A Novel HIFalpha Mutation Associated with Familial Erythrocytosis Supports This Isoform Being the Major Regulator of Erythropoietin in Humans.

Red cell homeostasis is crucial to maintain a sustained tissue oxygen supply. Oxygen is sensed by the kidneys and hypoxia induces renal erythropoietin (Epo) to stimulate red cell production. At the molecular level this process is controlled by the hypoxia inducible factor (HIF) complex, comprised of a labile a-subunit and a constitutively expressed b subunit. Key prolines present in the oxygen-dependent degradation (ODD) domain of the a subunit are hydroxylated by prolyl hydroxylase domain proteins (PHD1-3). The von Hippel Lindau (VHL) protein then binds and targets HIFa to the proteasome. There are 3 isoforms of the a subunit, each of which shows differential tissue distribution.
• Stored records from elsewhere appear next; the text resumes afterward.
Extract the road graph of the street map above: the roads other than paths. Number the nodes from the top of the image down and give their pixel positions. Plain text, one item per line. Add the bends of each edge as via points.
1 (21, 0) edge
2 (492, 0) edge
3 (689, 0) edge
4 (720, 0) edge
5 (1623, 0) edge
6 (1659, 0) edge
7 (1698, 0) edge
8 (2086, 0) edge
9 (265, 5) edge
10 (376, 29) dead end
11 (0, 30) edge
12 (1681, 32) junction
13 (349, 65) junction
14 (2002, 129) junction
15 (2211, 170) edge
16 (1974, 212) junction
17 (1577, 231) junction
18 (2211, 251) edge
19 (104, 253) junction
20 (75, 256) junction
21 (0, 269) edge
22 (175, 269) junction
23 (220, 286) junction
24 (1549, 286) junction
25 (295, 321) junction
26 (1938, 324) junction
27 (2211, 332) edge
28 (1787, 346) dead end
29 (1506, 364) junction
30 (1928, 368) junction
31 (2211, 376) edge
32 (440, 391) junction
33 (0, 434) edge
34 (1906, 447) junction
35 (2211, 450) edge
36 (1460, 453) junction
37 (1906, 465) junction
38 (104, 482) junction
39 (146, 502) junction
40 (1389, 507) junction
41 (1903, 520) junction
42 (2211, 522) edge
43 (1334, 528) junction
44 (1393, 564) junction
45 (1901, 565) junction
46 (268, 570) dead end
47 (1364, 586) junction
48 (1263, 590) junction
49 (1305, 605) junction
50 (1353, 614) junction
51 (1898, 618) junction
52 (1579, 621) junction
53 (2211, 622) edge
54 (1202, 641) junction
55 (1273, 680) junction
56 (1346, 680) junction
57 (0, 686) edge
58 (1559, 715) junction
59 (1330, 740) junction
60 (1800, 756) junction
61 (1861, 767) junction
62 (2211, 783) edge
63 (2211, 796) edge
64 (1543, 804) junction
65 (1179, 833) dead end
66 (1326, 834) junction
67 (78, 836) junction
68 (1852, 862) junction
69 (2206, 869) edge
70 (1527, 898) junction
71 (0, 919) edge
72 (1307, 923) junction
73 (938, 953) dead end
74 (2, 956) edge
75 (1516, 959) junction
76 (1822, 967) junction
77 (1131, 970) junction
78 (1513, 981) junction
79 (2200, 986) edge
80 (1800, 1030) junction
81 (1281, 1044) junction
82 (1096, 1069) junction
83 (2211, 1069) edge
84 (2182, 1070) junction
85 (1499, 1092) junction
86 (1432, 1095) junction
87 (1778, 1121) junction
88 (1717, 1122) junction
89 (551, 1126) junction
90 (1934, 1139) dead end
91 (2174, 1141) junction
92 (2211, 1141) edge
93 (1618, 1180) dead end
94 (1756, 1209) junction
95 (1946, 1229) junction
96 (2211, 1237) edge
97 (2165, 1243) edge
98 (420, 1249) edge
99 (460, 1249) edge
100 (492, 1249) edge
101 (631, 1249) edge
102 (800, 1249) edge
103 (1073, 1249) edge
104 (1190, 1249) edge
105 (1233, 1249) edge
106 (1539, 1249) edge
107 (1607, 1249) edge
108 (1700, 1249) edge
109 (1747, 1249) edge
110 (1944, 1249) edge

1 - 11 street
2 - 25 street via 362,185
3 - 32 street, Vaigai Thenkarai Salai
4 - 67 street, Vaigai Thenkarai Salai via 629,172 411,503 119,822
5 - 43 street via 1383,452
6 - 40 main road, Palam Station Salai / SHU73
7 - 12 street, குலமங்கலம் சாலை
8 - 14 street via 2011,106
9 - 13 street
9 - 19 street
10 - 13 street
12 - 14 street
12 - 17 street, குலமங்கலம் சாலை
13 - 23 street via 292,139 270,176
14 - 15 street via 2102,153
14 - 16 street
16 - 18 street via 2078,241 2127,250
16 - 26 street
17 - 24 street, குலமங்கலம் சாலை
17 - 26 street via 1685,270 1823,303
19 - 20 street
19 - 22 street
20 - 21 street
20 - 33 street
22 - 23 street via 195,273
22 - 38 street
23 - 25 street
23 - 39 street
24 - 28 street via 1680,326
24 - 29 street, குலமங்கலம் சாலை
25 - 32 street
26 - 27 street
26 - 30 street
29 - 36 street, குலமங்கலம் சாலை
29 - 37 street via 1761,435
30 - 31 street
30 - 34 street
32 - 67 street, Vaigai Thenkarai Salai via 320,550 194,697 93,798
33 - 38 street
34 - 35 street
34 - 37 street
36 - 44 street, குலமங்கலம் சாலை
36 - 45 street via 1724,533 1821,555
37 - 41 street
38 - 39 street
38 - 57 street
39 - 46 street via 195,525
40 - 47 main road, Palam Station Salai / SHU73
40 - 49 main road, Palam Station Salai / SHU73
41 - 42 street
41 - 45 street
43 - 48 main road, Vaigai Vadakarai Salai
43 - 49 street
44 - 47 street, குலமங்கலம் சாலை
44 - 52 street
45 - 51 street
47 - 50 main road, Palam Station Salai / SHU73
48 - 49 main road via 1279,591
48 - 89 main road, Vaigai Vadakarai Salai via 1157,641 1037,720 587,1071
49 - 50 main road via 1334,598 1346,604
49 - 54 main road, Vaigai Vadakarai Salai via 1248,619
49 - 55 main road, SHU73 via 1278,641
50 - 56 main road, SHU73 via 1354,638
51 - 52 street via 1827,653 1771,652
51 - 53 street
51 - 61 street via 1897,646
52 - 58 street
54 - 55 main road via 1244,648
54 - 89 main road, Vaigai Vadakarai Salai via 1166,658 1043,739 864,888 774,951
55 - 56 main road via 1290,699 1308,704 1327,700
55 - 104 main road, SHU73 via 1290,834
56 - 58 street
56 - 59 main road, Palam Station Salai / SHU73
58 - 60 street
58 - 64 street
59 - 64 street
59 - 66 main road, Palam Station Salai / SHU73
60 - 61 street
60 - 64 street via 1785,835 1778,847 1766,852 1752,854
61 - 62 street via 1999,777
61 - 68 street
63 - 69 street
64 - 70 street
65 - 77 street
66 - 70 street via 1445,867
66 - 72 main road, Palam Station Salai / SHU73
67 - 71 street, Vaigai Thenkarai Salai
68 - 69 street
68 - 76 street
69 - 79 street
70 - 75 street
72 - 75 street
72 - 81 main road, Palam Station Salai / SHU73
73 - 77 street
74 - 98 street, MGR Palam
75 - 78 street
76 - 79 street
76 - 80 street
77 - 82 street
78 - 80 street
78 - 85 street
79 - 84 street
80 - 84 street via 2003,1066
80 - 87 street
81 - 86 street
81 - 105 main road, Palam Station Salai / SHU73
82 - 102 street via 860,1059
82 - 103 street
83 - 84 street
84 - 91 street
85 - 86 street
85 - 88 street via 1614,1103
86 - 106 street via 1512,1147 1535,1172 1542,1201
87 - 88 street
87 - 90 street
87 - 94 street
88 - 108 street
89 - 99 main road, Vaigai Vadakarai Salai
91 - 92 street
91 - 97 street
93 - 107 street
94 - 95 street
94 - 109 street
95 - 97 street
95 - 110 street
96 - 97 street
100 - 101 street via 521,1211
The HIF-1, HIF-2 and HIF-3a subunit, in association with the b subunit, exhibit diverse affinities for the hypoxia response elements (HREs) located in the promoters and enhancers of HIF target genes. It is unclear whether Epo synthesis is under the control of HIF-1 or HIF-2 in humans although recent studies in mice support HIF-2 as the critical regulator. Dysregulation of Epo production can give rise to the red cell disorder of erythrocytosis. Defects in the oxygen sensing pathway are commonly associated with erythrocytosis and mutations in both the VHL and PHD2 genes have been described. Previously, screening the ODD domain of HIF-1a detected a polymorphism, Pro582Ser, that did not impair the function of HIF-1a. Subsequently, when sequencing HIF-2a, a novel heterozygous c.G1609T mutation was uncovered in 3 generations of one family with erythrocytosis. All affected individuals exhibited greatly elevated serum Epo levels. The c.G1609T mutation was absent in other unaffected family members as well as a cohort of 200 normal control samples. The mutation predicts the replacement of Gly by Trp at amino acid 537, which is close to the main site of proline hydroxylation at 531. Functional assays confirmed the Gly537Trp variant was less hydroxylated and exhibited reduced affinity for PHD2. Furthermore, the increased stability in normoxia of the Gly537Trp variant would result in elevated transcription of HIF-2 target genes. Consequently, these findings support a critical role for HIF-2a in control of Epo production in humans.